|November 12, 2013|
|4:00 pm||to||6:00 pm|
We Are the Face of Oaxaca: Testimony and Social Movements
by Lynn Stephen, Director, CLLAS, Distinguished Professor, UO Department of Anthropology
The launch of UO anthropology professor Lynn Stephen’s book We Are the Face of Oaxaca: Testimony and Social Movements, published by Duke University Press, is free and open to the public. The idea for the book arose from a trip Stephen took in 2006 to Oaxaca, Mexico, with a research team (from the CSWS Américas Research Interest Group) of UO students and faculty. They arrived in the midst of a social uprising in Oaxaca that turned out to be one of the most significant social movements in recent memory in contemporary Mexico.

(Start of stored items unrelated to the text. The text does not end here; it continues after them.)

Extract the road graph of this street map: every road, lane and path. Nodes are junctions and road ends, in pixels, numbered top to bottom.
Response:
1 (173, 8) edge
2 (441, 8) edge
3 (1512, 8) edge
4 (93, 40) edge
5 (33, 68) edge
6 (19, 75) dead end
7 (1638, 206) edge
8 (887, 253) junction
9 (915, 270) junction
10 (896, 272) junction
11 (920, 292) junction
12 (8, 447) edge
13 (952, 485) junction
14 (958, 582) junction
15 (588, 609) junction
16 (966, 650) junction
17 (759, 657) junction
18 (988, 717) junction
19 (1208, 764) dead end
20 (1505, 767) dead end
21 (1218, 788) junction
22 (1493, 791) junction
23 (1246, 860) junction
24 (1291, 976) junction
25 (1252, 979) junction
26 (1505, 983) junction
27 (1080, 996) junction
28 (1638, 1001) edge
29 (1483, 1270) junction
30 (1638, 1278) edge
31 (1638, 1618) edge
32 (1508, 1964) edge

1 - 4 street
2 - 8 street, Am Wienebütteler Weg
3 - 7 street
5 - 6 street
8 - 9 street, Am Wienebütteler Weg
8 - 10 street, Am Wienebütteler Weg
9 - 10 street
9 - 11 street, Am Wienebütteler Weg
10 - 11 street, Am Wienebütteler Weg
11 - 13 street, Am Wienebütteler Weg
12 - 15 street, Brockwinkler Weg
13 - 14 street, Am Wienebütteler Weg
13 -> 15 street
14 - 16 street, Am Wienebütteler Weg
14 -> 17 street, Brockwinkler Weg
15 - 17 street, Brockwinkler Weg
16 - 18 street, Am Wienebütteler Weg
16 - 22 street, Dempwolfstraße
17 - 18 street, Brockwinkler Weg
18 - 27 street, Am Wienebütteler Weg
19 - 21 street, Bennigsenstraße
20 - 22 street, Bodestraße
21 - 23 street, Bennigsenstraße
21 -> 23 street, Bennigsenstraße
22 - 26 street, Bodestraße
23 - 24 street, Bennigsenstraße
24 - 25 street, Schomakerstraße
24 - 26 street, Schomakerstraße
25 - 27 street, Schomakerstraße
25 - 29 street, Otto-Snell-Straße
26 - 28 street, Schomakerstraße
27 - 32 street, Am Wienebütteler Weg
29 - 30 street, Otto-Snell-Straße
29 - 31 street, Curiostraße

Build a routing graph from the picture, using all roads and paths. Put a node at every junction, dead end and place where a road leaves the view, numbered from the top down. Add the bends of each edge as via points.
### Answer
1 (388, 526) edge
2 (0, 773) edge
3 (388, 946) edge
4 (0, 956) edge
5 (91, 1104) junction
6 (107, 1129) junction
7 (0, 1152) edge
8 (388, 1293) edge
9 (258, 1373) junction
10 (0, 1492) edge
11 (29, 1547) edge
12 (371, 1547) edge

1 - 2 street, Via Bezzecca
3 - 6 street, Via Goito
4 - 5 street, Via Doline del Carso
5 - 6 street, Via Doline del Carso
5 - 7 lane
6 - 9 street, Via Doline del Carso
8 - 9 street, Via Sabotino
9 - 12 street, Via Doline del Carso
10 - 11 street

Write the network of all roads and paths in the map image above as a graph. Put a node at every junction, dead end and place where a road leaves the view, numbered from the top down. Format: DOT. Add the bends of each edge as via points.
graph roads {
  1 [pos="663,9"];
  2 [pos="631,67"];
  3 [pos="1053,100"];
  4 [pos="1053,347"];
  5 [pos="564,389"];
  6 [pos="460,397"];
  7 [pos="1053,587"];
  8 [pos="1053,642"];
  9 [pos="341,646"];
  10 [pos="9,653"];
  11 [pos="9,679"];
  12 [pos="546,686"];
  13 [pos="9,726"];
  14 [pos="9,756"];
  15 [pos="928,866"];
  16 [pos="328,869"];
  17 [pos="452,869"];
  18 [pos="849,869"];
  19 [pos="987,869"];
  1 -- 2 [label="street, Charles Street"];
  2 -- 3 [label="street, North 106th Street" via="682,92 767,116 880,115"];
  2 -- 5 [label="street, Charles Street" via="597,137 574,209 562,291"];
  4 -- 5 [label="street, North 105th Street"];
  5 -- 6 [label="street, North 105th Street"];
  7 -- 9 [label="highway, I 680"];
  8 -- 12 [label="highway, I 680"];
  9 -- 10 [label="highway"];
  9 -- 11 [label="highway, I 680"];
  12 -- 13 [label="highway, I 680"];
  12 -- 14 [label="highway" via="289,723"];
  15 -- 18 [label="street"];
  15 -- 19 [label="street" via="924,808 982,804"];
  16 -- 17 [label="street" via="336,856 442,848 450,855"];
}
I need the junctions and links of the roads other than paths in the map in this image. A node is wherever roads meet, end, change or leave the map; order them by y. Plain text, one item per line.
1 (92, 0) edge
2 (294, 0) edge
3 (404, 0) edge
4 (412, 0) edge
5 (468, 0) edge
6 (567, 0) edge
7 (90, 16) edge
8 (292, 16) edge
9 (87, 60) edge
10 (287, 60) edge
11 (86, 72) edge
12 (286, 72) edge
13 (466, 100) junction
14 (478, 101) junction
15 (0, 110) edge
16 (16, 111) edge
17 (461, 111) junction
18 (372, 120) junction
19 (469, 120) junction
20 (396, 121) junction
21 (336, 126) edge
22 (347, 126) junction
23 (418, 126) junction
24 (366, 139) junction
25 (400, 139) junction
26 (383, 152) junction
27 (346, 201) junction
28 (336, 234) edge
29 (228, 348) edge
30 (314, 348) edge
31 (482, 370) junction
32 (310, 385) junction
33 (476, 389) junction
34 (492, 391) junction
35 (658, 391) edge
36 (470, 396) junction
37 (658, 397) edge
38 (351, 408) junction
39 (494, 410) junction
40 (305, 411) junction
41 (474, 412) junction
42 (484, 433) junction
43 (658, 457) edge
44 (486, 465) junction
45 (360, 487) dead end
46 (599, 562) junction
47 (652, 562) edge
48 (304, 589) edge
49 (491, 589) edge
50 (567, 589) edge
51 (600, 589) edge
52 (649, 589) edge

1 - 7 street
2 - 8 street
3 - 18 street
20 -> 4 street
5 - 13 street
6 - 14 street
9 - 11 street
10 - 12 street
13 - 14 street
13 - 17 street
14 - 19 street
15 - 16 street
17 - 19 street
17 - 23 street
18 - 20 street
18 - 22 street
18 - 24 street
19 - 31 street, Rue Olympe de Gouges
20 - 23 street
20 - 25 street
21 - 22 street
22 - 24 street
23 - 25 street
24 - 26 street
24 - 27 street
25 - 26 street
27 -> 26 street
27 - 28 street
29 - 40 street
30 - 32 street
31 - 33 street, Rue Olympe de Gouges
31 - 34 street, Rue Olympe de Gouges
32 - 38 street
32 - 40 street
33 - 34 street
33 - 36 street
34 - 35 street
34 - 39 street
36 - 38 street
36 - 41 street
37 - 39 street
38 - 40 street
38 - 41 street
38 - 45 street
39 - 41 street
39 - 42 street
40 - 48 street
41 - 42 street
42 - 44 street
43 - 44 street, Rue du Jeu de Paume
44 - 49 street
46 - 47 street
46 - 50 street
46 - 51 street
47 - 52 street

4:00 – 5:15 Comments from speakers, response from author
5:15- 6:00 food and socializing
- Karen Estlund, Head, Digital Scholarship Center, University of Oregon Libraries
- Dr. Mauricio Magaña, Institute of American Cultures Postdoctoral Fellow in Chicano Studies at the University of California, Los Angeles.
- Dr. Phil Scher, Associate Professor, Department of Anthropology
- Dr. Gabriela Martinez, Associate Professor, School of Journalism and Communication
- Ramiro Aragon and Ruth Guzman, Oaxaca political asylees and human rights advocates
Sponsored by the Department of Anthropology, University of Oregon Libraries, Center for Latino/a and Latin American Studies (CLLAS), and the Latin American Studies program.
For the first time, Duke University Press has developed an ebook project that thoroughly engages the reader both within and beyond. Lynn Stephen’s well-thought out and well-executed web project presented us with an opportunity to explore ways of bringing a physical object—a printed book—into conversation with an online, digital object. With We Are the Face of Oaxaca, we’ve been able to move beyond ‘For more, visit this website’ and really exploit new standards, such as digital object identifiers (DOIs), to bring the reader of either the print book or the ebook directly and reliably to the relevant media available online. The companion website provides readers with direct access to the testimonies, ideas, and photographs found within the pages of the book to encourage deeper research and multilayered learning. The digital content is particularly relevant since We Are the Face of Oaxaca focuses on the use of oral testimony in contemporary social movements. Seeing the video testimonies firsthand allows readers to engage with primary materials from which Stephen based her analysis.”
Book website: http://faceofoaxaca.uoregon.edu/introduction
Information about the book and link to website: http://www.dukeupress.edu/We-Are-the-Face-of-Oaxaca/
A massive uprising against the Mexican state of Oaxaca began with the emergence of the Popular Assembly of the Peoples of Oaxaca (APPO) in June 2006. A coalition of more than 300 organizations, the APPO disrupted the functions of Oaxaca’s government for six months. It began to develop an inclusive and participatory political vision for the state. Testimonials were broadcast on radio and television stations appropriated by the APPO, shared at public demonstrations, debated in homes and in the streets, and disseminated around the world via the Internet.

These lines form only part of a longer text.